March has found me occupying a very different world than just a month ago. February is a difficult month for me, always has been. Valentine's Day is right in the middle, and it depresses me that love and romance have been so mercilessly raped by greeting card companies and chocolatiers. But that is an abstract matter, like the failures of capitalism or fatherhood. There is no intimate emotional currency to make me miserable.
Instead, my February misery comes from my memories. I've been in love thrice in my life, and when each one of those relationships ended, a familiar drama ensued. Familiar to me, and to you, as well, I'm sure. Twice that drama played out in the second month of the year, shortly before St. Valentine's Day. That fact is small potatoes, though, as the pain I felt radiated and glowed all by itself. When the woman you happen to love strolls out the door, that date on the calender is of no consequence. Crushing loneliness and cold rejection put you in a time and place not on any calender or map.
It is only in retrospect, when the ache transforms into a bittersweet memory, that I start to notice the details. And having done that, I've discovered that February is a month I need to avoid like warm sushi and Glenn Beck. With no money to travel, perhaps next February I could simply lock myself in a closet with a bucket and a months' supply of Power Bars. Although that may be a bit drastic. Forget the bucket, I'll leave my closet to poop. In fact, my whole flat is pretty safe, so long as I don't go out or talk to anyone. Just me and my dog and cats. Hell, that sounds like a good plan for the other 11 months, too.

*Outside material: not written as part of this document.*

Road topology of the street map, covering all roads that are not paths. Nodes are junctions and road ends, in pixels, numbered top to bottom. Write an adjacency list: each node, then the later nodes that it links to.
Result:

Happily, February is over! It is now March. Outside, it is close to 60 degrees, but there isn't a spot of green anywhere. It feels wrong. Warmth like this should wait for trees and plants to appreciate it. The ground is baby-shit brown and littered with bits of trash that have accumulated in snow banks, now melted and flooding my basement. In contrast to leafless trees and a landscape free of plants and flowers is a painfully blue sky. We've all heard the tautology about how the sky makes the sea blue, and the sea makes the sky blue. This sky is bluer than the North Atlantic has ever been. It brings to mind Mallorca and the Mediterranean Sea. Old ships with clean, white sails and happy brown people celebrating the sun.

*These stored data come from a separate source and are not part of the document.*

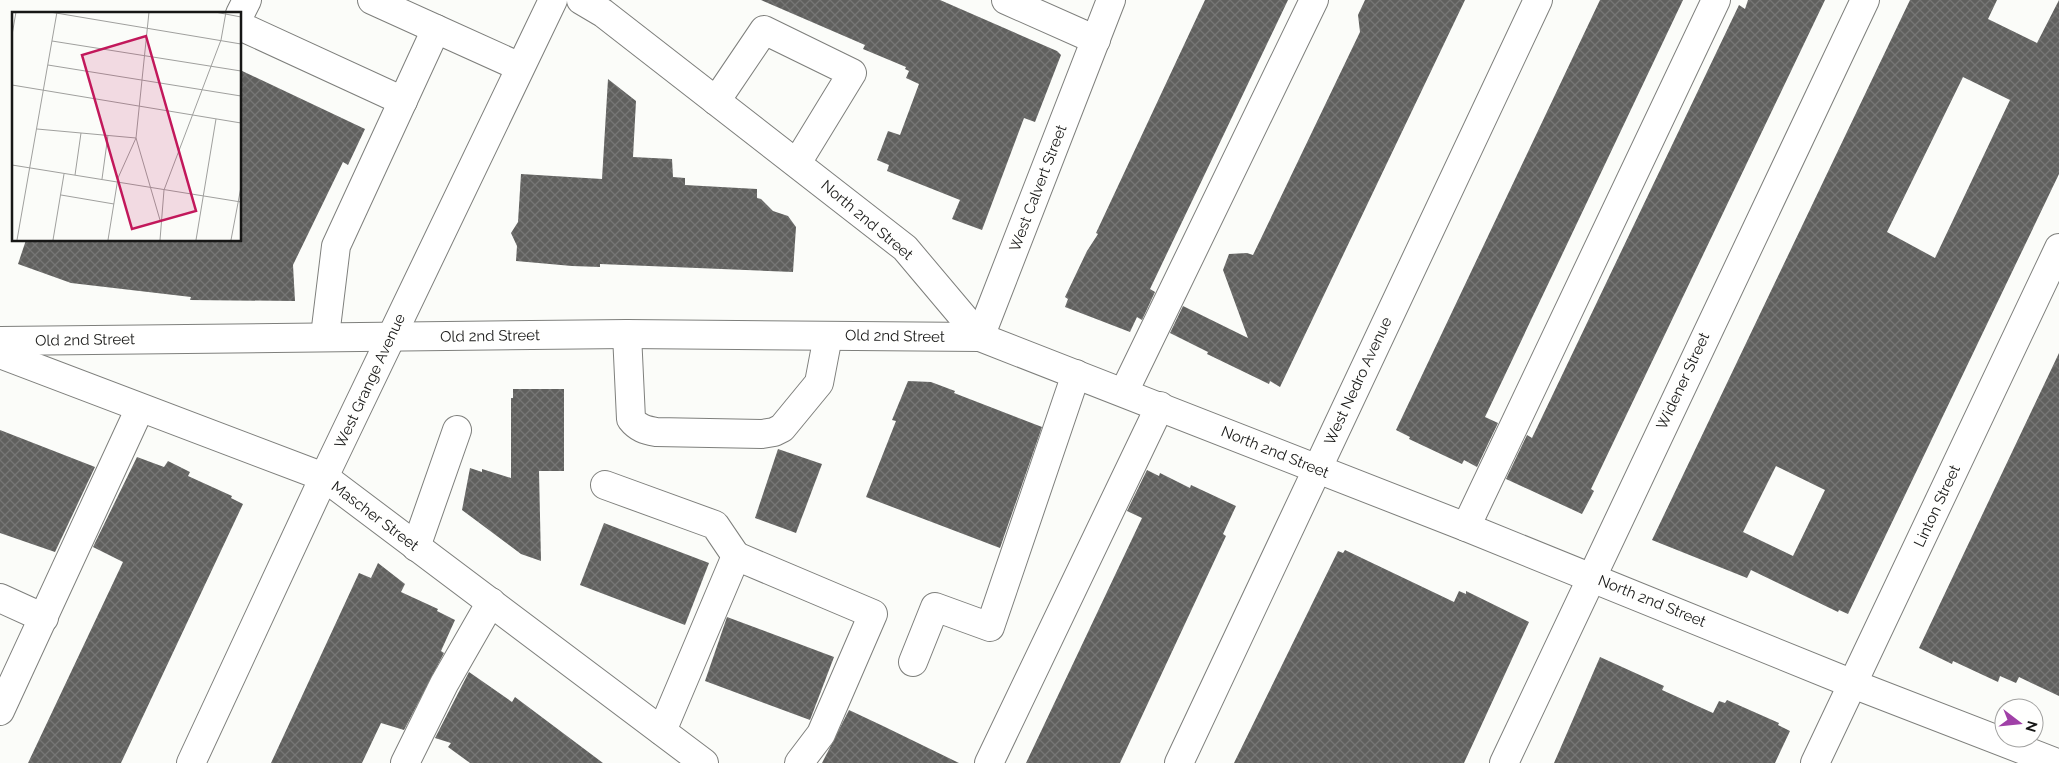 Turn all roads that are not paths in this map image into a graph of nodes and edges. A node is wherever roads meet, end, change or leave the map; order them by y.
1 (247, 0) edge
2 (372, 0) edge
3 (552, 0) edge
4 (581, 0) edge
5 (1006, 0) edge
6 (1111, 0) edge
7 (1314, 0) edge
8 (1538, 0) edge
9 (1716, 0) edge
10 (1864, 0) edge
11 (241, 12) edge
12 (241, 26) edge
13 (436, 29) junction
14 (1096, 40) junction
15 (520, 67) junction
16 (403, 101) junction
17 (716, 101) junction
18 (797, 163) junction
19 (2059, 248) edge
20 (627, 334) junction
21 (325, 336) junction
22 (828, 336) junction
23 (390, 337) junction
24 (980, 337) junction
25 (0, 341) edge
26 (0, 354) edge
27 (1076, 374) junction
28 (1124, 392) junction
29 (1160, 406) junction
30 (140, 408) junction
31 (457, 430) dead end
32 (1317, 469) junction
33 (324, 478) junction
34 (605, 485) dead end
35 (1466, 527) junction
36 (416, 547) junction
37 (736, 556) junction
38 (1591, 576) junction
39 (0, 598) edge
40 (491, 602) junction
41 (44, 618) junction
42 (913, 662) dead end
43 (1853, 684) junction
44 (0, 711) edge
45 (662, 731) junction
46 (191, 763) edge
47 (405, 763) edge
48 (704, 763) edge
49 (799, 763) edge
50 (989, 763) edge
51 (1179, 763) edge
52 (1504, 763) edge
53 (1816, 763) edge
54 (2057, 763) edge

1 - 11 street
2 - 13 street
3 - 15 street, West Grange Avenue
4 - 17 street, North 2nd Street
5 - 14 street
6 - 14 street, West Calvert Street
7 - 28 street
8 - 32 street, West Nedro Avenue
9 - 35 street
10 - 38 street, Widener Street
12 - 16 street
13 - 15 street
13 - 16 street
14 - 24 street, West Calvert Street
15 - 23 street, West Grange Avenue
16 - 21 street
17 - 18 street, North 2nd Street
17 - 18 street
18 - 24 street, North 2nd Street
19 - 43 street, Linton Street
20 - 22 street, Old 2nd Street
20 - 22 street
20 - 23 street, Old 2nd Street
21 - 23 street, Old 2nd Street
21 - 25 street, Old 2nd Street
22 - 24 street, Old 2nd Street
23 - 33 street, West Grange Avenue
24 - 27 street, North 2nd Street
26 - 30 street, Mascher Street
27 - 28 street, North 2nd Street
27 - 42 street
28 - 29 street, North 2nd Street
29 - 32 street, North 2nd Street
29 - 50 street
30 - 33 street, Mascher Street
30 - 41 street
31 - 36 street
32 - 35 street, North 2nd Street
32 - 51 street, West Nedro Avenue
33 - 36 street, Mascher Street
33 - 46 street, West Grange Avenue
34 - 37 street
35 - 38 street, North 2nd Street
36 - 40 street, Mascher Street
37 - 45 street
37 - 49 street
38 - 43 street, North 2nd Street
38 - 52 street, Widener Street
39 - 41 street
40 - 45 street, Mascher Street
40 - 47 street
41 - 44 street
43 - 53 street, Linton Street
43 - 54 street, North 2nd Street
45 - 48 street, Mascher Street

But Boston, right now, does not look her best. She is not properly attired for all this sunshine. We had a terrific rainstorm last week, with gusts of wind you could hear while lying in bed. And during the day, the sky was gray and low. That seems better suited to an old, cold-weather harbor city like Boston this time of year.

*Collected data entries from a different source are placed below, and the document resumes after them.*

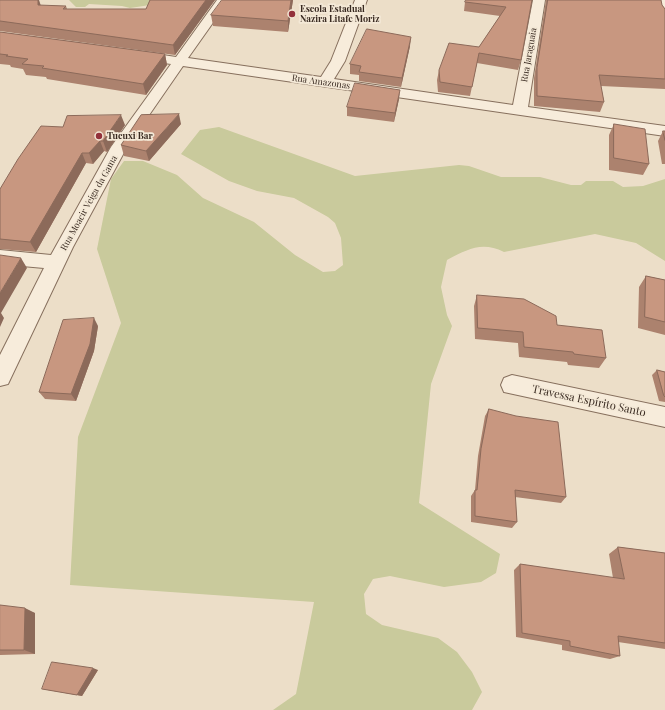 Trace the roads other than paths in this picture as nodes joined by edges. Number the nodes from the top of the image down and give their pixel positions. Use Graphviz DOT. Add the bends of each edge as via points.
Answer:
graph roads {
  1 [pos="223,0"];
  2 [pos="361,0"];
  3 [pos="539,0"];
  4 [pos="664,0"];
  5 [pos="665,14"];
  6 [pos="126,53"];
  7 [pos="181,61"];
  8 [pos="324,83"];
  9 [pos="520,110"];
  10 [pos="665,131"];
  11 [pos="0,257"];
  12 [pos="57,262"];
  13 [pos="0,377"];
  14 [pos="512,385"];
  15 [pos="665,417"];
  1 -- 7 [label="street, Rua Moacir Veiga da Gama"];
  2 -- 8 [label="street" via="338,61"];
  3 -- 9 [label="street, Rua Jaraguaia"];
  4 -- 5 [label="street"];
  6 -- 7 [label="street, Rua Amazonas"];
  7 -- 8 [label="street, Rua Amazonas"];
  7 -- 12 [label="street, Rua Moacir Veiga da Gama" via="119,147"];
  8 -- 9 [label="street, Rua Amazonas"];
  9 -- 10 [label="street, Rua Amazonas"];
  11 -- 12 [label="street"];
  12 -- 13 [label="street, Rua Moacir Veiga da Gama"];
  14 -- 15 [label="street, Travessa Espírito Santo"];
} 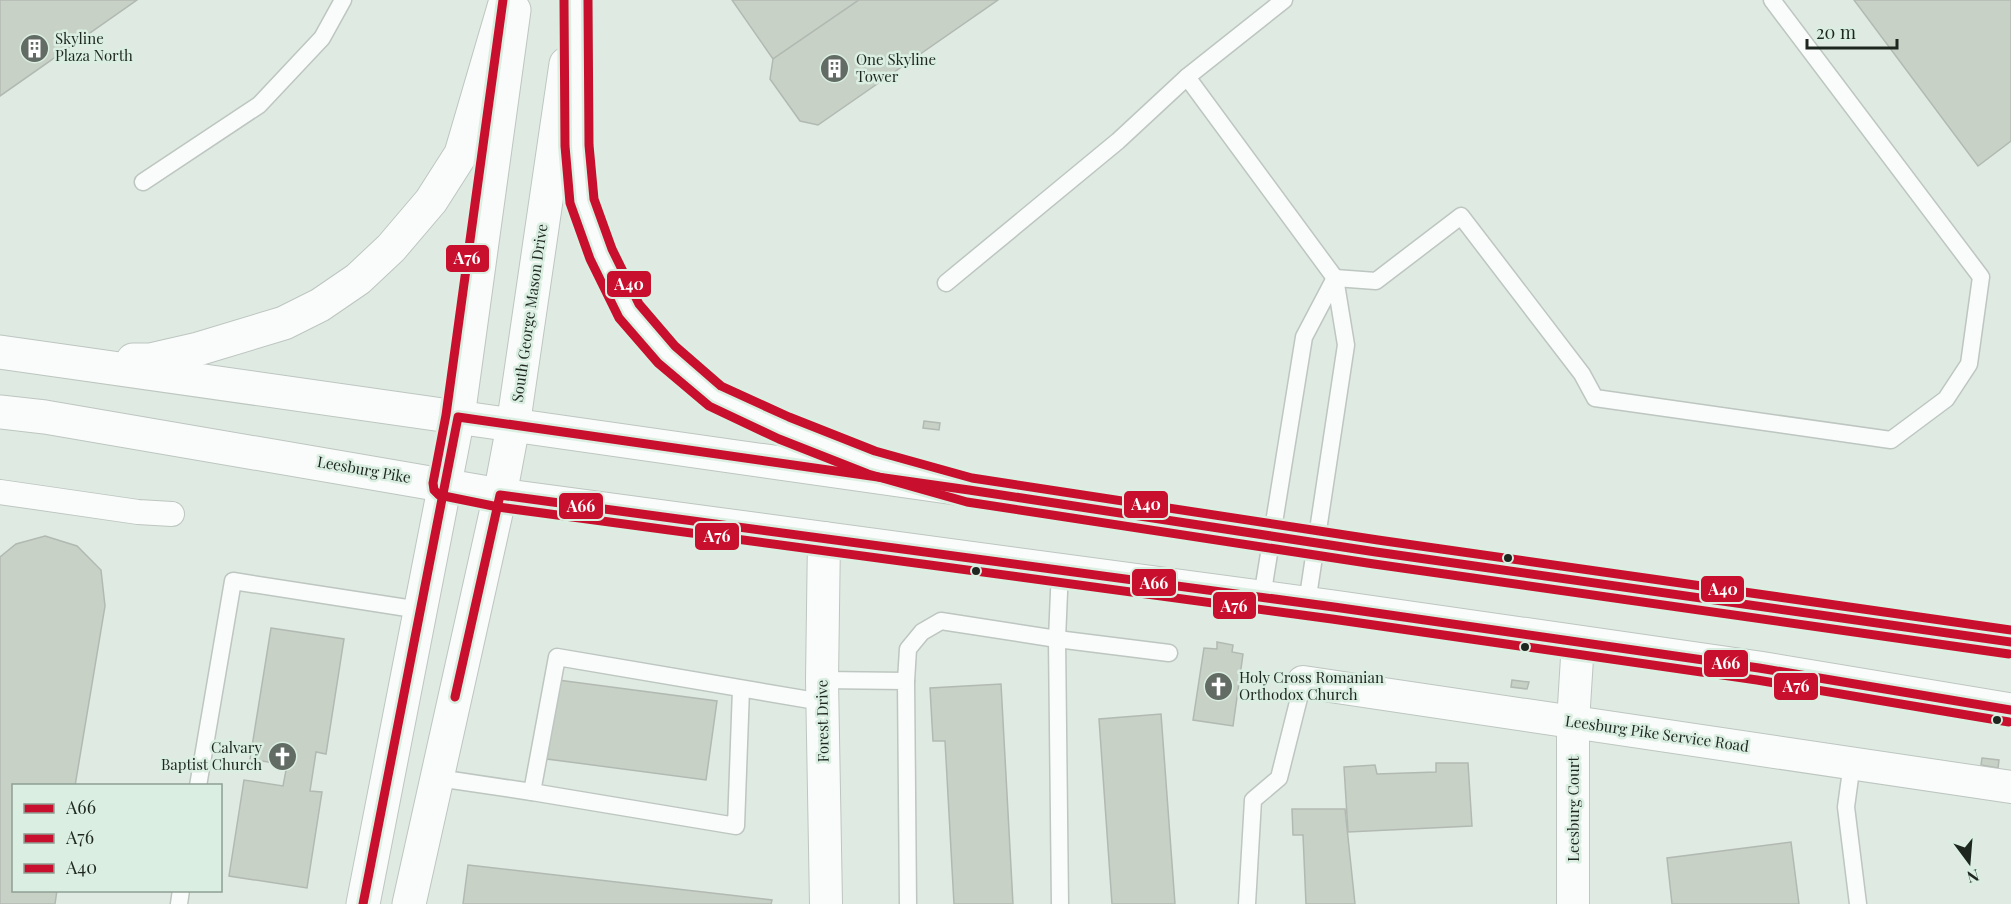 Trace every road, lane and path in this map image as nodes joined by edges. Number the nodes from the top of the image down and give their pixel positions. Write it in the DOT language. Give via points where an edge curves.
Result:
graph roads {
  1 [pos="343,0"];
  2 [pos="506,0"];
  3 [pos="515,0"];
  4 [pos="1284,0"];
  5 [pos="1772,0"];
  6 [pos="575,4"];
  7 [pos="1187,77"];
  8 [pos="143,182"];
  9 [pos="1335,278"];
  10 [pos="946,283"];
  11 [pos="0,352"];
  12 [pos="84,363"];
  13 [pos="0,412"];
  14 [pos="458,417"];
  15 [pos="513,426"];
  16 [pos="445,484"];
  17 [pos="969,490"];
  18 [pos="0,492"];
  19 [pos="500,495"];
  20 [pos="172,514"];
  21 [pos="1272,537"];
  22 [pos="824,538"];
  23 [pos="1316,543"];
  24 [pos="1059,569"];
  25 [pos="1262,597"];
  26 [pos="1307,603"];
  27 [pos="420,610"];
  28 [pos="1057,639"];
  29 [pos="1578,642"];
  30 [pos="2011,642"];
  31 [pos="1169,653"];
  32 [pos="906,681"];
  33 [pos="1304,682"];
  34 [pos="741,689"];
  35 [pos="822,691"];
  36 [pos="2011,710"];
  37 [pos="1573,722"];
  38 [pos="1852,764"];
  39 [pos="438,778"];
  40 [pos="198,784"];
  41 [pos="2011,787"];
  42 [pos="532,792"];
  43 [pos="363,904"];
  44 [pos="409,904"];
  45 [pos="826,904"];
  46 [pos="908,904"];
  47 [pos="1060,904"];
  48 [pos="1247,904"];
  49 [pos="1573,904"];
  50 [pos="1858,904"];
  1 -- 8 [label="lane" via="322,38 259,105"];
  2 -- 12 [label="main road" via="461,154 431,201 358,279 320,306 242,337 150,360"];
  3 -- 14 [label="main road"];
  4 -- 7 [label="lane"];
  5 -- 9 [label="lane" via="1981,277 1969,364 1946,399 1891,440 1595,398 1582,374 1461,216 1376,281"];
  6 -- 15 [label="main road, South George Mason Drive"];
  6 -- 17 [label="main road" via="577,146 582,202 601,254 629,311 666,355 716,396 872,462"];
  7 -- 9 [label="lane"];
  7 -- 10 [label="lane" via="1118,141"];
  9 -- 21 [label="lane" via="1304,337"];
  9 -- 23 [label="lane" via="1346,345"];
  11 -- 12 [label="main road"];
  12 -- 14 [label="main road"];
  13 -- 16 [label="main road, Leesburg Pike"];
  14 -- 15 [label="main road"];
  14 -- 16 [label="main road"];
  15 -- 17 [label="main road"];
  15 -- 19 [label="main road, South George Mason Drive"];
  16 -- 19 [label="main road, Leesburg Pike"];
  16 -- 27 [label="main road"];
  17 -- 21 [label="main road"];
  18 -- 20 [label="street"];
  19 -- 22 [label="main road, Leesburg Pike"];
  19 -- 39 [label="main road, South George Mason Drive"];
  21 -- 23 [label="main road"];
  21 -- 25 [label="lane"];
  22 -- 24 [label="main road, Leesburg Pike"];
  22 -- 35 [label="street, Forest Drive"];
  23 -- 26 [label="lane"];
  23 -- 30 [label="main road"];
  24 -- 25 [label="main road, Leesburg Pike"];
  24 -- 28 [label="lane"];
  25 -- 26 [label="main road, Leesburg Pike"];
  26 -- 29 [label="main road, Leesburg Pike"];
  27 -- 40 [label="lane" via="233,581"];
  27 -- 43 [label="main road"];
  28 -- 31 [label="lane"];
  28 -- 32 [label="lane" via="941,621 922,632 908,649"];
  28 -- 47 [label="lane"];
  29 -- 36 [label="main road, Leesburg Pike"];
  29 -- 37 [label="street, Leesburg Court"];
  32 -- 35 [label="lane"];
  32 -- 46 [label="lane"];
  33 -- 37 [label="street, Leesburg Pike Service Road"];
  33 -- 48 [label="lane" via="1279,778 1253,800"];
  34 -- 35 [label="lane"];
  34 -- 42 [label="lane" via="557,657"];
  34 -- 42 [label="lane" via="736,826"];
  35 -- 45 [label="street, Forest Drive"];
  37 -- 38 [label="street, Leesburg Pike Service Road"];
  37 -- 49 [label="street, Leesburg Court"];
  38 -- 41 [label="street, Leesburg Pike Service Road"];
  38 -- 50 [label="lane" via="1846,807"];
  39 -- 42 [label="lane"];
  39 -- 44 [label="main road, South George Mason Drive"];
}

My inclination is to stay inside, but Annie compels me to go outside, so out I go. Down Gardner to North Union, up to Broadway and over to Silk Street, then home. It is in that fashion that Annie the dog saves me from myself 100 times a day, in one way or another. The ground may be dead right now, but Annie shows me with her little, black nose that nature is percolating, even if I can't see it yet.